Partout ailleurs, on lui avait offert un salaire de technicien pour un job d’ingénieur. Marie-Astrid ne plaçait pas l’argent au-dessus de tout, et était assez réaliste pour admettre que sa valeur intrinsèque sur le marché du travail ne progresserait jamais de façon exponentielle.
Elle n’avait accepté ce job sous-qualifié mais surpayé que parce qu’il la mettait quotidiennement en contact avec d’infimes entités qui n’avaient plus de secrets pour elle. Marie-Astrid était experte en mesure des flux électriques. Depuis trois ans, elle passait ses journées à mesurer des picofarads. On pourrait difficilement imaginer tâche plus fastidieuse.

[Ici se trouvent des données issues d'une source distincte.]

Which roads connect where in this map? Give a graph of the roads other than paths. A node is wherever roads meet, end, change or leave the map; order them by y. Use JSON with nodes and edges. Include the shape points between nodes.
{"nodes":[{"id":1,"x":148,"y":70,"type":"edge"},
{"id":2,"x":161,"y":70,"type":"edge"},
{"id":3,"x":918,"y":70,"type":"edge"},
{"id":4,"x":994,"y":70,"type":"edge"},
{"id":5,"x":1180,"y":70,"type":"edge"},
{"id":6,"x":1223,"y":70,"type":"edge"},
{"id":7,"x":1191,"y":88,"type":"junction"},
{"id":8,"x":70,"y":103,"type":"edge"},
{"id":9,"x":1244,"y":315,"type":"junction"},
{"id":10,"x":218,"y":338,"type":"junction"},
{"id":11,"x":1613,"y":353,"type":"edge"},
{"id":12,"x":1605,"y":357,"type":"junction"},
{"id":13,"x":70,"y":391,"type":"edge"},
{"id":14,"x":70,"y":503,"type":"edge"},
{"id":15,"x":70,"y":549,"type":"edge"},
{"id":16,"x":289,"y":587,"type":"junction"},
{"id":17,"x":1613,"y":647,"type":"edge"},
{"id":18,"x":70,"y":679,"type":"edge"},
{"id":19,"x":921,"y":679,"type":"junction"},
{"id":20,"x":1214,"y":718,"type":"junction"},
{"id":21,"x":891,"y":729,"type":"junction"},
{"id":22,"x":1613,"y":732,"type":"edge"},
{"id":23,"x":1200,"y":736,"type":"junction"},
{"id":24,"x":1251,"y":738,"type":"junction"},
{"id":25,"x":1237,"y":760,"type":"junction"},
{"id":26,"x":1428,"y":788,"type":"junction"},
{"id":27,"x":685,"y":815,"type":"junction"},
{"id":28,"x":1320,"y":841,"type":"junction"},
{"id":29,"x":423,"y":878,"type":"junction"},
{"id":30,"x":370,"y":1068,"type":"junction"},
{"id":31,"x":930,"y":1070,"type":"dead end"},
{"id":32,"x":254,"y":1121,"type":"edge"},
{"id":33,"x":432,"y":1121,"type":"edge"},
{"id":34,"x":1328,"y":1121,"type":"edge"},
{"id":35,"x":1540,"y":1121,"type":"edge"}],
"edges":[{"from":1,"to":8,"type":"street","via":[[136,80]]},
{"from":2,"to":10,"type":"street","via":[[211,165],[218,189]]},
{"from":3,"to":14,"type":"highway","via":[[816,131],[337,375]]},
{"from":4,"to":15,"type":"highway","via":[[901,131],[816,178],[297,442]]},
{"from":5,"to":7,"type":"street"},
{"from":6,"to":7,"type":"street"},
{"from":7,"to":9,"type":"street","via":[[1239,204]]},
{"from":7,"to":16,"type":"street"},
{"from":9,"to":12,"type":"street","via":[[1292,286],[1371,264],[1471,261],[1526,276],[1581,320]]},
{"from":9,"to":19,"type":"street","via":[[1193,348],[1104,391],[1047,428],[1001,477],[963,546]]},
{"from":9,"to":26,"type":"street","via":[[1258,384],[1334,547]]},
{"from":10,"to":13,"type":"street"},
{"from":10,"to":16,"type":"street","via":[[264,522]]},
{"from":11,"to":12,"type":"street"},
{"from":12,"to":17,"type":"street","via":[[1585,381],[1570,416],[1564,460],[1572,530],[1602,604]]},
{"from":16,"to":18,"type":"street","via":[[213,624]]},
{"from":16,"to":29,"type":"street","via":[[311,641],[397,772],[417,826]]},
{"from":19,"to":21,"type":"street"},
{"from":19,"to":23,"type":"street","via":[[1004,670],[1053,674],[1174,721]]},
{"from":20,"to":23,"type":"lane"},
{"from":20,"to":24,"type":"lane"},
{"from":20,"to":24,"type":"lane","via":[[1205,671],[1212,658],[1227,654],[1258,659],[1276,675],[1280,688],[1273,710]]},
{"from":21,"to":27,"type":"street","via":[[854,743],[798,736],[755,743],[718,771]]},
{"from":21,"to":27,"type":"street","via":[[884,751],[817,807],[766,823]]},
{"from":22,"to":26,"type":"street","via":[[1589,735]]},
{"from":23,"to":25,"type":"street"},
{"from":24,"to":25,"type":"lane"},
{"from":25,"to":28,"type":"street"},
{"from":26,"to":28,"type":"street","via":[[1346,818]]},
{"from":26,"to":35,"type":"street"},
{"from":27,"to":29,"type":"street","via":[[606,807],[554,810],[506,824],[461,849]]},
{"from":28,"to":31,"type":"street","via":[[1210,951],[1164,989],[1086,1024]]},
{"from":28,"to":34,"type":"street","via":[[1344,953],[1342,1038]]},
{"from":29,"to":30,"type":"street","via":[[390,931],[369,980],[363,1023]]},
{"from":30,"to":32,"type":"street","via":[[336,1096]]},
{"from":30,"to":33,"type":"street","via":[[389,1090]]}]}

C’est pour cette raison que les employeurs de Marie-Astrid n’avaient pas hésité à donner un coup de pouce au salaire de départ qu’ils lui avaient proposé.
- J’ai déjà reçu d’autres personnes, lui avait confié le cadre chargé du recrutement, mais je me demande… -… combien de temps ils tiendront avant d’en avoir marre ? avait suggéré Marie-Astrid. - Je crains qu’une certaine routine ne finisse par… - Ecoutez, fit Marie-Astrid d’un ton résolu, mon dernier petit copain était musicien de jazz, il m’a obligée à assister à toutes ses séances d’enregistrement, à tous les concerts, même quand il ne jouait que deux ou trois notes : croyez-moi, je sais ce que c’est que s’emmerder à cent sous de l’heure, ça ne me fait pas peur. Le ton de Marie-Astrid déplut au cadre qui s’efforça de dissimuler sa réprobation :
- Vous trouvez le jazz… ennuyeux ? - Quand c’est joué sans inspiration ni talent, c’est mortel, mais je crois que le pire c’est l’attente : entre les prises, entre les morceaux. Mortel, vous dis-je. En comparaison, la mesure des picofarads, c’est ludique, je vous assure.
L’homme avait haussé les épaules. Cette toquée trouvait ludique la mesure des picofarads ? On en reparlerait dans un mois ou deux. Marie-Astrid fut embauchée non pour ses compétences, mais pour recevoir une leçon.
A suivre...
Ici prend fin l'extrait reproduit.